A new single-entity stock car series independent of NASCAR. A plum television package. Regionalized race teams. Playoffs and a championship.
You know, Cale Yarborough thought, this thing could really work.
The three-time Winston Cup champion and other Team Racing Auto Circuit partners say their new series, announced Tuesday, will not try to compete with NASCAR. But the formation of the circuit alone signifies the first attempt at feeding off NASCAR's success.
"We're not trying to butt heads with NASCAR, but we just think that there's room out there for something else," Yarborough said. "I really believe that."
With stock car racing hotter than ever, NASCAR appears ripe for a challenge after 50-plus years of dominating the sport.
Revenue grows each season. TV ratings are at all-time highs after a landmark $2.4-billion rights agreement with Fox and NBC. Attendance is strong.
Meanwhile, the sanctioning body has been criticized for how it handled four driver deaths in the past year.
The lure of money, lots of it, might motivate a rival stock car series, and the recent tragedies could create an opportunity to cast NASCAR in a bad light.
But long-term financial success would be a long shot.
"I think NASCAR has done an awesome job to get to where they are in the year 2001," said Frank Stoddard, crew chief for Winston Cup driver Jeff Burton. "It's been over 50 years of working to get to this level. I don't think somebody's going to come in tomorrow and just make it perfect. I think you saw that with the XFL versus the NFL."
Unlike the NBA, NFL or NHL, NASCAR has avoided any challenges since its creation in 1948.
No ABA. No XFL or USFL. No WHA.
The Automobile Racing Club Association, American Speed Association and Hooters Pro Cup have been around for years as essentially minor-league circuits, drawing moderate crowds while developing drivers for various NASCAR series.

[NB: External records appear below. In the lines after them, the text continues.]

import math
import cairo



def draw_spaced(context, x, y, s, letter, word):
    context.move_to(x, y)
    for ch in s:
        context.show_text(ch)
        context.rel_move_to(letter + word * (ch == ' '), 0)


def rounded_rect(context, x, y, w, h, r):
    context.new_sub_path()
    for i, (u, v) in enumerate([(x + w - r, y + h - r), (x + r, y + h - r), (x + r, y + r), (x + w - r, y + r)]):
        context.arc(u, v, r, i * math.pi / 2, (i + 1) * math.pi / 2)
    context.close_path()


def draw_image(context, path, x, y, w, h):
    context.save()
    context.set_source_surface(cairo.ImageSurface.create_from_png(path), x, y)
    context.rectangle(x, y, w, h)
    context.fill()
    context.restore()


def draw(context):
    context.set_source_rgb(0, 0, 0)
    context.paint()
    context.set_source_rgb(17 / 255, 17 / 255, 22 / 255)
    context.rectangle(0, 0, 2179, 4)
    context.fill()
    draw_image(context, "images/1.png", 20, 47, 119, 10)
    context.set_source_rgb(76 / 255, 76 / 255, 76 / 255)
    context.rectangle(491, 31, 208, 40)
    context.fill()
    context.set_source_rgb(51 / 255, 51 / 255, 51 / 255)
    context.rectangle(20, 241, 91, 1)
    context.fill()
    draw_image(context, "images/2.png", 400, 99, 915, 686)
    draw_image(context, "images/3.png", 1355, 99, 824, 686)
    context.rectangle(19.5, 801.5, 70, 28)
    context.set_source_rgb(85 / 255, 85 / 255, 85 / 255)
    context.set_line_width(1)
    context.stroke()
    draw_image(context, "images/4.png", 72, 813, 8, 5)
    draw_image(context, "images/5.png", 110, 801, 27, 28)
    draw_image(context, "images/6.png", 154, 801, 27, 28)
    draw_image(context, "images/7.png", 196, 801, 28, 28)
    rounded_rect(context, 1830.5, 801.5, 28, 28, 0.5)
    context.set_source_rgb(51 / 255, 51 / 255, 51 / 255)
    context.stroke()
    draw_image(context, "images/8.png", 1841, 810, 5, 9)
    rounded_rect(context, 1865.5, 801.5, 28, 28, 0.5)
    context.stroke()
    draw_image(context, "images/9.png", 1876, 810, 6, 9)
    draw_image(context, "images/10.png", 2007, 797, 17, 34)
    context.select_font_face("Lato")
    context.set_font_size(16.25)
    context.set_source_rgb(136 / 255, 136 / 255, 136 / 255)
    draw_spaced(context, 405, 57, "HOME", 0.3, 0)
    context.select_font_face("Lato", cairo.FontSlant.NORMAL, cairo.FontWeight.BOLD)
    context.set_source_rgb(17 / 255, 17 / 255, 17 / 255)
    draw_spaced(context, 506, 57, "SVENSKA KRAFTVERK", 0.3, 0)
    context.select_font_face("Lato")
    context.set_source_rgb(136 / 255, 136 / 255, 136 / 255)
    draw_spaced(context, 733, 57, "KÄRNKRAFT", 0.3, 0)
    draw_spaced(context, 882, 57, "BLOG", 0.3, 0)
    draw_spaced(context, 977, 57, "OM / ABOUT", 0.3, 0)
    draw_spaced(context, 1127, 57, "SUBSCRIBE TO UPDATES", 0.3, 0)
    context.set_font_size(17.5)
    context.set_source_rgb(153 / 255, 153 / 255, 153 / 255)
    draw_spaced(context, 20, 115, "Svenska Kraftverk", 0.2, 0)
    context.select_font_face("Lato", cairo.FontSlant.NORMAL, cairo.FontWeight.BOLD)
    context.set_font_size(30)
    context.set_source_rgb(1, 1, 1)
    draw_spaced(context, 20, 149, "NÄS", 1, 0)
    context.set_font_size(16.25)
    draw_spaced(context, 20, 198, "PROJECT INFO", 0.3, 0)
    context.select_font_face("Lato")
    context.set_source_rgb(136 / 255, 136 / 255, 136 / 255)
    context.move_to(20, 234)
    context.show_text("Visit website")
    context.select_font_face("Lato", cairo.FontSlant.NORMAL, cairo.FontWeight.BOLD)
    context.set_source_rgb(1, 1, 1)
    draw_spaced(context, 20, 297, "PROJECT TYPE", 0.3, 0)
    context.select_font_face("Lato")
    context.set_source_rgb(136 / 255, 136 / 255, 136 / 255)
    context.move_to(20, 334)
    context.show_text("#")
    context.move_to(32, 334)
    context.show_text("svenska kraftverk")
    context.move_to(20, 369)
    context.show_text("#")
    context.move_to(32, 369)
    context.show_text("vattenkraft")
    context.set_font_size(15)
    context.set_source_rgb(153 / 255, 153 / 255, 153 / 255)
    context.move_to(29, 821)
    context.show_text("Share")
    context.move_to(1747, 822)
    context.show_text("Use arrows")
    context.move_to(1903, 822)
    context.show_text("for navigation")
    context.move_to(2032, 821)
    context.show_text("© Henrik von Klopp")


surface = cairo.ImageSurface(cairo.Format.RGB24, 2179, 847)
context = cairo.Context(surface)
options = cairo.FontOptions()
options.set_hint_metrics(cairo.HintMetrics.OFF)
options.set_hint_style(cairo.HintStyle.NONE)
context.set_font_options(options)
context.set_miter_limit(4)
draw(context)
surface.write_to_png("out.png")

As a privately owned company, NASCAR stands to make an estimated $1.9-billion in revenue this season, according to California-based Paul Kagan Associates. Sponsors are also in demand during lean economic times.
"Not only do individual motorsports series compete with sponsors, but I think individual sports are competing for sponsors now too," said Eric Wright of Joyce Julius & Associates, a company that studies exposure for several Winston Cup sponsors. "For (a new series) to be successful, it's going to have to be a good combination of the pricing of the sponsorship package and then what it can eventually deliver. Those are questions that nobody can certainly deliver right now."
Industry insiders say success for a new series lies not in imitation but innovation -- presenting a product similar but different to distance itself from NASCAR racing.
That's what TRAC, which wants to hold its first race in 2003, plans to do.
"The sky is the limit as far as I'm concerned," Yarborough said.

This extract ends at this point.